Un Día a la Vez, una reflexión diaria
por surprisedbyjoy@yahoo.com
Octubre 12
Vigilado durante su muerte
Cuando llegaron al lugar que se llama Gólgota (o Calvario), o sea, "calavera", le dieron a beber vino mezclado con hiel. Jesús lo probó pero no lo quiso beber. Allí lo crucificaron y después se repartieron entre ellos la ropa de Jesús, echándola a suertes. Luego se sentaron a vigilarlo. Mateo 27:33-36
Durante los últimos veinte años, he acompañado a muchas familias mientras sus seres amados se están muriendo. Estas terribles horas que te parten el corazón son muy cansadas. Por lo general los enfermos se encuentran sedados por el exceso de medicación con el fin de que mueran con dignidad y comodidad. Mucha gente solicita oraciones, escrituras y rituales religiosos apropiados, tales como los últimos ritos y la absolución, otorgados por los clérigos de sus tradiciones. Por lo general, la atmósfera se encuentra tranquila. Durante todos los años de mi ministerio, jamás había presenciado ninguna situación similar a esta.

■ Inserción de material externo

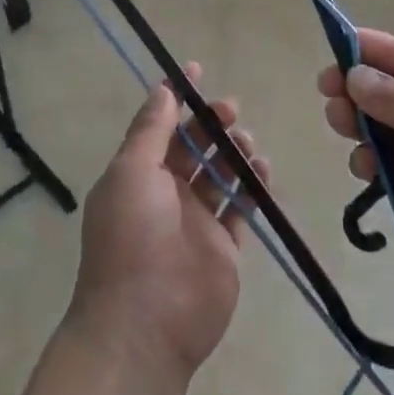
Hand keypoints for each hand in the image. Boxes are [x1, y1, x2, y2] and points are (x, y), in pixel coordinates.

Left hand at [68, 64, 271, 377]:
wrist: (145, 323)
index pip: (159, 125)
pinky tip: (262, 170)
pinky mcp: (224, 248)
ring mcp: (196, 222)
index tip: (197, 70)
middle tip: (230, 110)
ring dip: (234, 152)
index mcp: (137, 174)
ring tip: (247, 144)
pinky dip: (252, 186)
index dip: (177, 98)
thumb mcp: (131, 172)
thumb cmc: (132, 236)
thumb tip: (164, 89)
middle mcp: (166, 193)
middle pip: (193, 147)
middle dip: (211, 124)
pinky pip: (241, 208)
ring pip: (220, 175)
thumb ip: (150, 130)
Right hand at [318, 30, 393, 345]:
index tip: (337, 42)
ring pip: (387, 131)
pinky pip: (388, 170)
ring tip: (341, 126)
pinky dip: (371, 164)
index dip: (378, 50)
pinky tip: (364, 169)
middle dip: (361, 89)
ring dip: (361, 125)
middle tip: (327, 90)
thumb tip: (357, 74)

Me encuentro llena de horror y pena a lo que le está sucediendo a Jesús. De acuerdo a las antiguas tradiciones, las mujeres en Jerusalén generalmente les brindaban un analgésico a quienes estaban siendo crucificados. Jesús rehusó este acto de misericordia. Escogió estar plenamente consciente hasta que llegara la muerte. Luego los soldados lo crucificaron. Los evangelios nos dicen que Jesús fue destituido de sus ropas antes de ser clavado a la cruz. Para todos aquellos que no están familiarizados con una crucifixión, era una ejecución lenta y dolorosa en donde clavaban o ataban a la victima a una cruz, una estaca o un árbol. Era utilizado por los Romanos especialmente para aquellos que eran convictos de un crimen violento, de desobediencia, o bien, cuando abandonaban al ejercito o se rebelaban ante el estado. Los soldados posteriormente rifaban las ropas que le habían quitado a la víctima, cumpliendo las profecías (Salmos 22:18). Los soldados comenzaron a vigilar a Jesús durante su muerte. Era un trabajo sucio, pero todo era parte de sus trabajos diarios.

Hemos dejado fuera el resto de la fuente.